Among the oldest long-short funds still extant is the SC Fundamental Value Fund.  Having started in June 1990, Peter Collery’s shop has generated returns of nearly 13% a year—three full percentage points a year better than the S&P 500, with volatility running at less than 7.5% over the past five years.

SC’s list of former associates includes Greenlight Capital’s David Einhorn, Lyrical Asset Management’s Jeff Keswin and SAB Capital’s Scott Bommer.

The fund scours the world for obscure value that the market has missed, not letting foreign language or unusual regulatory environments impede research. In February 2014, more than a third of its long positions were in Asia ex-Japan/China and nearly a quarter was in foreign property companies. Where the majority of investors were pouring into U.S. markets, SC was short one-third domestic shares. “Our shorts are not hedges,” explains co-manager David Hurwitz, “but absolute convictions that a stock is mispriced.”

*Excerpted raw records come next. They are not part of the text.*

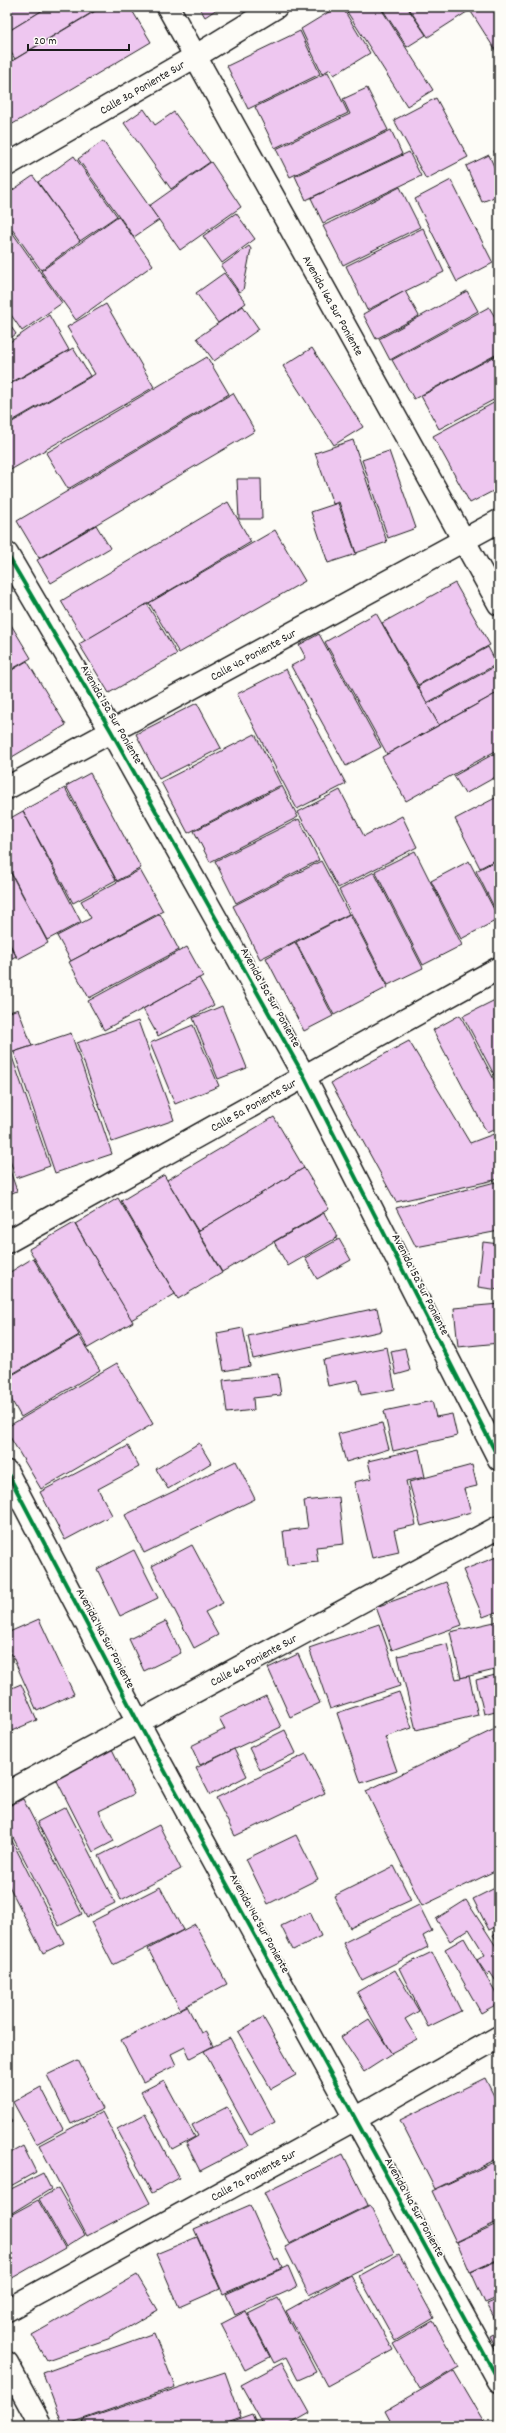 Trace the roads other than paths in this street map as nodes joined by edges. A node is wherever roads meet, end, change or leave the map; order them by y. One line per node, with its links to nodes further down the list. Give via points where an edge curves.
1 (168, 7): 3 (street, Avenida 16a Sur Poniente)
2 (276, 7): 3 (street, Calle 3a Poniente Sur)
3 (196, 56): 4 (street, Calle 3a Poniente Sur); 6 (street, Avenida 16a Sur Poniente)
4 (7, 165)
5 (499, 521): 6 (street, Calle 4a Poniente Sur)
6 (465, 539): 8 (street, Avenida 16a Sur Poniente); 9 (street, Calle 4a Poniente Sur)
7 (7, 554): 9 (street, Avenida 15a Sur Poniente)
8 (499, 604)
9 (111, 731): 10 (street, Calle 4a Poniente Sur); 12 (street, Avenida 15a Sur Poniente)
10 (7, 788)
11 (499, 968): 12 (street, Calle 5a Poniente Sur)
12 (304, 1076): 13 (street, Calle 5a Poniente Sur); 14 (street, Avenida 15a Sur Poniente)
13 (7, 1242)
14 (499, 1459)
15 (7, 1472): 17 (street, Avenida 14a Sur Poniente)
16 (499, 1527): 17 (street, Calle 6a Poniente Sur)
17 (138, 1722): 18 (street, Calle 6a Poniente Sur); 20 (street, Avenida 14a Sur Poniente)
18 (7, 1793)
19 (499, 2037): 20 (street, Calle 7a Poniente Sur)
20 (355, 2119): 21 (street, Calle 7a Poniente Sur); 23 (street, Avenida 14a Sur Poniente)
21 (7, 2310)
22 (7, 2364): 24 (street)
23 (499, 2381)
24 (41, 2426)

Among the fund’s more unusual longs is its exposure to regional banks owned by the major French financial Crédit Agricole (CA)—Europe’s second-largest retail bank. Crédit Agricole du Languedoc (CRLA), Crédit Agricole de Normandie-Seine (CCN) and Caisse Regionale de CA Mutuel Alpes Provence (CRAP) all trade independent of CA.


 
“I would expect the immediate visceral reaction to investing in French banks to be “Are you crazy?” quipped Hurwitz.  But given “ludicrously low valuations and an average yield of 6%,” he felt the jurisdictional, regulatory and language challenges of venturing into this underexplored space presented a potential opportunity. After drilling into the structure and financials of these three regionals, SC established positions in fall 2013.  A year later, they had rallied about 28%.

Where resource-rich Australia had been booming for years on the back of Chinese demand, SC felt shares of a leading mineral-oriented engineering group, Monadelphous (MND), got way ahead of themselves on soaring revenue and earnings growth since 2001.

Hurwitz saw vulnerability in the firm’s heavy reliance on iron ore and coal industries—key inputs in the production of steel. He felt Chinese steel consumption, which had risen sevenfold between 2000 and 2012, was unsustainable. And the firm’s claim of diversified services wasn’t sufficient to make up for declining steel demand.

With the company having traded at five times book value in late 2012, SC began shorting the shares, establishing an average cost of A$18.37. The stock was trading at A$12.36 in early October.